5. Mauritius: This island country’s gross debt stands at 101% of its GDP.
6. Zambia: Zambia’s gross national debt also stands at 101% of its GDP.
7. Republic of Congo: This country in Central Africa has a debt-to-GDP ratio of 85.4%.
8. Ghana: Ghana’s debt to GDP ratio currently stands at 83.5%.
9. The Gambia: In this country, the debt-to-GDP ratio is 82.3%.
10. Seychelles: This island country has a debt-to-GDP ratio of 81.9%.
11. Guinea-Bissau: In this country, the debt-to-GDP ratio currently stands at 79.1%.
12. Rwanda: Rwanda’s debt-to-GDP is at 74.8%.
13. Burundi: The Eastern African country has a debt-to-GDP ratio of 72.4%.
14. Gabon: In Gabon, the debt-to-GDP ratio is 72.1%.
15. Senegal: This Francophone West African country has a debt-to-GDP ratio of 71.9%.

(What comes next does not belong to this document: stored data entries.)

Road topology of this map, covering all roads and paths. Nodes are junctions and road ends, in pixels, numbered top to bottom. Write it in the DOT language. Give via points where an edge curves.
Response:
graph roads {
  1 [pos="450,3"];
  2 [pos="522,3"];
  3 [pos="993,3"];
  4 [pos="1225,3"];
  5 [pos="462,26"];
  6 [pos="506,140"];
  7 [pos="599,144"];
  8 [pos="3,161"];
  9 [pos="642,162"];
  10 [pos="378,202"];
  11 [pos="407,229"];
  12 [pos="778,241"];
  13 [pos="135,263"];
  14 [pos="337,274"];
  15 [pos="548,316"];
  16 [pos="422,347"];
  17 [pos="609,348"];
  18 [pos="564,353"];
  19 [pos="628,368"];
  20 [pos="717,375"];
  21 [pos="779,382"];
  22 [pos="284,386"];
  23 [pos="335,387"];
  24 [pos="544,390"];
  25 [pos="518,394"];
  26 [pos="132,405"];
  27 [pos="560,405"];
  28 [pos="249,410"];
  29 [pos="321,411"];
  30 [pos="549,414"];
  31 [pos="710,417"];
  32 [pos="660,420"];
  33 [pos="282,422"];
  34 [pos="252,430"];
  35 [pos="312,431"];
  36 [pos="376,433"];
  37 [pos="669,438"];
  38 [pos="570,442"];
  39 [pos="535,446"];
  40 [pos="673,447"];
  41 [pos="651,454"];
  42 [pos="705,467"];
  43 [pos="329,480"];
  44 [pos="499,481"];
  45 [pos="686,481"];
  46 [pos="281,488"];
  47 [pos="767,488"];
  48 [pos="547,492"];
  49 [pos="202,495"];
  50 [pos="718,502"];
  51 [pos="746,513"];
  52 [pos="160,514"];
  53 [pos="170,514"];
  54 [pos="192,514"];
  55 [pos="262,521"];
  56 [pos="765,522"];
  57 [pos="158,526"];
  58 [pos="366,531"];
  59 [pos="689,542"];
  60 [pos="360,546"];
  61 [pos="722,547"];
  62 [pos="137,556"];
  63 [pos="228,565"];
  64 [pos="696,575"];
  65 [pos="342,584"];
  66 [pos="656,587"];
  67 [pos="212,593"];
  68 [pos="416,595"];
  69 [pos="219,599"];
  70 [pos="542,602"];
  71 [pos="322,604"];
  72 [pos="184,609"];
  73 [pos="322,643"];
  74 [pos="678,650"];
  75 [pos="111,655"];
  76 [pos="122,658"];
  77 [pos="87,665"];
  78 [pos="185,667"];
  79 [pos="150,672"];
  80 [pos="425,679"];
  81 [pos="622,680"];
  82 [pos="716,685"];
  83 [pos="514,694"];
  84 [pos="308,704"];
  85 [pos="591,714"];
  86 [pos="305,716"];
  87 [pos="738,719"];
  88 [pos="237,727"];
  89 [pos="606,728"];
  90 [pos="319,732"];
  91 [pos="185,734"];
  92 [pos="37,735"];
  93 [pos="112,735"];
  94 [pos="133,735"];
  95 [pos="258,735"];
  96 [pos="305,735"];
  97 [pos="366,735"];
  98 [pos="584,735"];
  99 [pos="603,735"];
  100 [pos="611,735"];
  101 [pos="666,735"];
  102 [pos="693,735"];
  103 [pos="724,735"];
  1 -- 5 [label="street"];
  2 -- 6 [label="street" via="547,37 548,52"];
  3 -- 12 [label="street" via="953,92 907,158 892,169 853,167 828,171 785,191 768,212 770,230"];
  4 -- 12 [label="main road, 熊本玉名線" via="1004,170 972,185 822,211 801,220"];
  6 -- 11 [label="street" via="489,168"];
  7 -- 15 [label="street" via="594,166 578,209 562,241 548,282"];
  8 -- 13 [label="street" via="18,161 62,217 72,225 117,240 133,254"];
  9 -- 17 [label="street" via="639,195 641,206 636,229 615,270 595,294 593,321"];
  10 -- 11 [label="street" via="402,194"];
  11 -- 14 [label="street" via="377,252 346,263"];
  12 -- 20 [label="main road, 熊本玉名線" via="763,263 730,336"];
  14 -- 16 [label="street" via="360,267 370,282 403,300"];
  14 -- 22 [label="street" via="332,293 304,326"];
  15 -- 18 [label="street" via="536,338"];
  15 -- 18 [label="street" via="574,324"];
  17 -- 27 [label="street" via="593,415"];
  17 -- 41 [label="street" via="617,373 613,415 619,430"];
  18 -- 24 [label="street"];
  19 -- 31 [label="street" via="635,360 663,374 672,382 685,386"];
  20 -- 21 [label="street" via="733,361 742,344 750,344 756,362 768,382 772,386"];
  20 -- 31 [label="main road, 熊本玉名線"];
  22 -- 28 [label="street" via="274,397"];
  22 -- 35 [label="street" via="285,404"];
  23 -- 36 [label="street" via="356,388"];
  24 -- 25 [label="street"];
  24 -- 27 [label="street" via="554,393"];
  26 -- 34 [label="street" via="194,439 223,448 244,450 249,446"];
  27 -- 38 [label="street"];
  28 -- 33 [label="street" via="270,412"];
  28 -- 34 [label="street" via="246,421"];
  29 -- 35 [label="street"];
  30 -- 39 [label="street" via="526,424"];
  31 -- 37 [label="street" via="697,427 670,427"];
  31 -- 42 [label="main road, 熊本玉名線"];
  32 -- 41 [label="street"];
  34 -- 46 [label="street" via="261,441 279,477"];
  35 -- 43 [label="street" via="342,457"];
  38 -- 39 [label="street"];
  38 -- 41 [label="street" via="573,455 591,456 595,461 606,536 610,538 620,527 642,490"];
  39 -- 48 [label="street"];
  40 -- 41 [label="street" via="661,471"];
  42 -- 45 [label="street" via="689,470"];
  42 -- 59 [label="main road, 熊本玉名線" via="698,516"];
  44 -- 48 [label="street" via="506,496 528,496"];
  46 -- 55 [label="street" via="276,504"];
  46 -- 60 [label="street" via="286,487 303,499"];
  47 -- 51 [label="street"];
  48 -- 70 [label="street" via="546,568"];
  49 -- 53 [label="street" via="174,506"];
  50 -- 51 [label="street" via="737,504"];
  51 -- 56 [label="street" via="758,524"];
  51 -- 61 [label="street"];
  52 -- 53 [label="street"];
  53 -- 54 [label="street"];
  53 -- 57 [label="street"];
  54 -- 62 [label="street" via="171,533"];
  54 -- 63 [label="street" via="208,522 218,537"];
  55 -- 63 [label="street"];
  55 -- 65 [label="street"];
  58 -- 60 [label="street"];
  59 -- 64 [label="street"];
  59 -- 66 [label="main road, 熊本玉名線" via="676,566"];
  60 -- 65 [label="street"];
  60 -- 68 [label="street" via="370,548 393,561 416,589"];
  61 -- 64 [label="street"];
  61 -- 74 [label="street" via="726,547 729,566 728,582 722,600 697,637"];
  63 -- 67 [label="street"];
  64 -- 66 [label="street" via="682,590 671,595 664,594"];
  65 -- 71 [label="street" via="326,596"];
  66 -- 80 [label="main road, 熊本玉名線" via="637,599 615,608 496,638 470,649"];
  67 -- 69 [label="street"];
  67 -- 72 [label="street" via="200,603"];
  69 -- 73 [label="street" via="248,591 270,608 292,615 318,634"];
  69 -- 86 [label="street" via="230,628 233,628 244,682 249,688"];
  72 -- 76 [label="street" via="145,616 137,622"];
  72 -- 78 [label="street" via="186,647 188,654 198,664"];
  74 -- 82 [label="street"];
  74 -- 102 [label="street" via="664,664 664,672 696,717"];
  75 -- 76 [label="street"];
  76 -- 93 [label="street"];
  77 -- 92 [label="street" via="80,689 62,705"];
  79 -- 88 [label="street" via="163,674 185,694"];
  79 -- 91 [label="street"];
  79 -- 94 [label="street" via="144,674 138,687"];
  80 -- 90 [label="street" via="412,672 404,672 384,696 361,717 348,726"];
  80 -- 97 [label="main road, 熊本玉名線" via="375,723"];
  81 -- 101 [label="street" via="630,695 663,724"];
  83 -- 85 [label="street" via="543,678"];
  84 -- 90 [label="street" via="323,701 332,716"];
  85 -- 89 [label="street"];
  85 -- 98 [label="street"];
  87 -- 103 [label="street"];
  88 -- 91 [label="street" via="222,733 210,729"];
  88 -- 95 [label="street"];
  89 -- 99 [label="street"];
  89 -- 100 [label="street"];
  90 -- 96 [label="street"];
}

16. Sierra-Leone: The Anglophone West African country has a debt-to-GDP ratio of 71.1%.
17. Namibia: This country has a debt-to-GDP ratio of 69.9%.
18. Kenya: Kenya’s debt-to-GDP ratio is 69.7%.
19. South Africa: This country has a debt-to-GDP ratio of 68.8%.
20. South Sudan: South Sudan has a debt-to-GDP ratio of 64.4%.
The IMF in an article on its website adds, not all productive activity is included in GDP. For instance, unpaid work (such as that performed in the home or by volunteers) and black-market activities are not included because they are difficult to measure and value accurately.